Саид посмотрел ему прямо в глаза.
— Об этом я тоже не мог бы сказать тебе прежде. Саид положил соломенную косичку на ладонь и стал осторожно разглаживать колосья.
— Это плетут наши товарищи в тюрьме, там, дома…
— Ты уж извини, старина, если бы я знал… Кнопка с зеленой головкой торчала в стене на уровне плеча Шарлеманя, хорошо еще, что она не зацепилась за его старый серый свитер. Шарлемань протянул Саиду свою большую ладонь, чтобы тот положил на нее соломенную косичку, и повесил ее на место.
Она была почти невесомой…
…слово: Науара.
Это была тайна Саида.
Так она и осталась тайной. Но теперь Шарлемань знает, что она существует.
Он узнал об этом не от Саида.
Не так давно Сюрмон пришла в Семейный поселок. Двери широко распахнуты, окна тоже настежь. В кухнях громко разговаривают и смеются.
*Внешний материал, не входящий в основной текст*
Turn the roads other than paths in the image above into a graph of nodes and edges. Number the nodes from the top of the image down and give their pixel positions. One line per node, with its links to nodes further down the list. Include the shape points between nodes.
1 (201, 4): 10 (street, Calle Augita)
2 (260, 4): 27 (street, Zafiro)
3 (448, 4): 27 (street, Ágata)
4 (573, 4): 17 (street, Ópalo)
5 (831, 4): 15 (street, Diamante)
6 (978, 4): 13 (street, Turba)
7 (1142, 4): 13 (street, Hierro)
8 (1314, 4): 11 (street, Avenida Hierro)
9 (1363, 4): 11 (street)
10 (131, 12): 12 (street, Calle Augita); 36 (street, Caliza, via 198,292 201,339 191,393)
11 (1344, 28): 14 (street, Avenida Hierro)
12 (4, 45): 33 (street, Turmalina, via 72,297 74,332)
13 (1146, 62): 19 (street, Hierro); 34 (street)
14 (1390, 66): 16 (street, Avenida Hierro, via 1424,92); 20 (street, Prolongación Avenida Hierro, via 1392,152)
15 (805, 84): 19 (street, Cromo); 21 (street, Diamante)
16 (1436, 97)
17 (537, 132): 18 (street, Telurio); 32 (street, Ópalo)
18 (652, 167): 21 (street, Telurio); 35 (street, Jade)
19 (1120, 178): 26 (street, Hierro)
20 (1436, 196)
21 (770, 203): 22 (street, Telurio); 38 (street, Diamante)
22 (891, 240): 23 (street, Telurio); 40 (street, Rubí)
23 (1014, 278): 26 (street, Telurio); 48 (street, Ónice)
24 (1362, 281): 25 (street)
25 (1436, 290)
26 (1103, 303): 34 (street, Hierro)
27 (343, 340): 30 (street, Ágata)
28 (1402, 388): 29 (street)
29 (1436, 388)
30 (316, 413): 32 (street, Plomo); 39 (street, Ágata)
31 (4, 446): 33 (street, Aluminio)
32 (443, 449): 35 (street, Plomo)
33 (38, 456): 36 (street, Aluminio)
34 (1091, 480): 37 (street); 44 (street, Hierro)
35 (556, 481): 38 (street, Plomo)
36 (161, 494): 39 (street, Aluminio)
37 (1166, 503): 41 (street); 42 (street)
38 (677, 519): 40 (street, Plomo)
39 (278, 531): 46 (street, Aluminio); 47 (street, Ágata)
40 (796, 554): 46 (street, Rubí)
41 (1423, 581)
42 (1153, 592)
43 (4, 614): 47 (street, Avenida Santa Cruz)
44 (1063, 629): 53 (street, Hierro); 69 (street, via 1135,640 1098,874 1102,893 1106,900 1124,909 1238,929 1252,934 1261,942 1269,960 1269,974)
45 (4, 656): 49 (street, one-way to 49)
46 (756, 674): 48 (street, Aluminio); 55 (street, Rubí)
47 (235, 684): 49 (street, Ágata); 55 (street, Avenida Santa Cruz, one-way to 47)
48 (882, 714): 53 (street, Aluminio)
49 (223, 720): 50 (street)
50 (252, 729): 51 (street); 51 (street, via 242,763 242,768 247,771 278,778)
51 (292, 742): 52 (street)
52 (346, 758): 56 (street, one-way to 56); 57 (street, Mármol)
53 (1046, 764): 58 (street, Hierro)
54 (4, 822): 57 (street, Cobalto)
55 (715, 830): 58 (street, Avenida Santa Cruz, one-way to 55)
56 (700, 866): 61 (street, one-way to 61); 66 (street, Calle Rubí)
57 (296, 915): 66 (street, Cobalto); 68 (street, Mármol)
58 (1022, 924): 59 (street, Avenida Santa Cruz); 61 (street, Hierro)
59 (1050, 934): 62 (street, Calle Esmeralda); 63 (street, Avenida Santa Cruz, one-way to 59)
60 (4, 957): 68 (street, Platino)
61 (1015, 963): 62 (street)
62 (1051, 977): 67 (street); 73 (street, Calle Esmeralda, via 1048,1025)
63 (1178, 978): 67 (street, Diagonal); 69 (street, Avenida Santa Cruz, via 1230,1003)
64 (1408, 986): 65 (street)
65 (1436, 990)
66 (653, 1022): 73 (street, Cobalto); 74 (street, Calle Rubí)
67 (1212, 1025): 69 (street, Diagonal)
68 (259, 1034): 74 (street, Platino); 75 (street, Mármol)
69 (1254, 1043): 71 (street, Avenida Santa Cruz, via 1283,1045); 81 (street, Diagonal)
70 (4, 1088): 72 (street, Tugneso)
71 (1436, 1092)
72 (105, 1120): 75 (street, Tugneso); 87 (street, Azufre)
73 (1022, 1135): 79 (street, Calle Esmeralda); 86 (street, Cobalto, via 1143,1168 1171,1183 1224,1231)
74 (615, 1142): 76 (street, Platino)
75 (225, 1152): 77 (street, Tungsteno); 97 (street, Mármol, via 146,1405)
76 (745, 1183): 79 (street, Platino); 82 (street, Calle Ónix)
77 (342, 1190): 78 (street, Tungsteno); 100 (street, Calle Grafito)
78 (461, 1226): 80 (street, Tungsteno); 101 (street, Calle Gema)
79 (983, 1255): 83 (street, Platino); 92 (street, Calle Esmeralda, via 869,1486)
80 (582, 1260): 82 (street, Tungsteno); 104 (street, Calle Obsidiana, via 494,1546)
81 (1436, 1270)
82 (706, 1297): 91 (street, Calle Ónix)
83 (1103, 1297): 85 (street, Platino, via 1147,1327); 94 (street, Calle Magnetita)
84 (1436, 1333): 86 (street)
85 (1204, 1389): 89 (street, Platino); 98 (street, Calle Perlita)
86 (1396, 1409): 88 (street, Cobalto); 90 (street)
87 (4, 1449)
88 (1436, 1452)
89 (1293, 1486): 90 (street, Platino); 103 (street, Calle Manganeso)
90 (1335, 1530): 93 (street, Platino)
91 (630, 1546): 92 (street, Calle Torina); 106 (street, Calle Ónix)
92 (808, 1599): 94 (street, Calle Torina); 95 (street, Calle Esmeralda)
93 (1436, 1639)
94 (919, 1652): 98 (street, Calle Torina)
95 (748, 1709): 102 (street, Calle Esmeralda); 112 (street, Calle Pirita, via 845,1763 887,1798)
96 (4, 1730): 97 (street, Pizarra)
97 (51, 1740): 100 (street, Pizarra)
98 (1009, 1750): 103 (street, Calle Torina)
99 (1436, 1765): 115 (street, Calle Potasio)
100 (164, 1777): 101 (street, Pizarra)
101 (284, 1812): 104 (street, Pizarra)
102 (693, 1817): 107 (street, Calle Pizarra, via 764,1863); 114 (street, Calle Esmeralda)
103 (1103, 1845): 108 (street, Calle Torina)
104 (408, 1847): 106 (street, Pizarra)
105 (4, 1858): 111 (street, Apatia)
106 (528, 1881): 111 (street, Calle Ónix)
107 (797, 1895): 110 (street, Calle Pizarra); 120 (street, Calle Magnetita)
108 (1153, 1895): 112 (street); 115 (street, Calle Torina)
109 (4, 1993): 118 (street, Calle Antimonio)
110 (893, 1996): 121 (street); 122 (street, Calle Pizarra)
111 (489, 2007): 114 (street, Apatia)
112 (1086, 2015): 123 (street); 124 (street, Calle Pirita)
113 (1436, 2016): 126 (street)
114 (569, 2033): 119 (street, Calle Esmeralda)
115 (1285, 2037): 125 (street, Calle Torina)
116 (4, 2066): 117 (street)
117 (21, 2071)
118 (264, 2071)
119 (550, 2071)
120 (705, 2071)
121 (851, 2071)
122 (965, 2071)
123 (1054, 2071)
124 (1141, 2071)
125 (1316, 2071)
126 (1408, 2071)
Женщины здесь живут сообща, гораздо теснее, чем наши. Управившись с хозяйственными заботами, они собираются в одном из домов.
Сюрмон стучится в открытую дверь. Когда она входит, она видит пять-шесть женщин, сидящих на полу, что кажется странным в обычном доме, похожем на наши. Они сидят и пьют чай вокруг низенького столика. Столик совсем простой, из неструганых досок, сколочен, как видно, недавно, но уже запачкан. На столе чайник и стакан. Остальные стаканы либо на полу, либо в руках.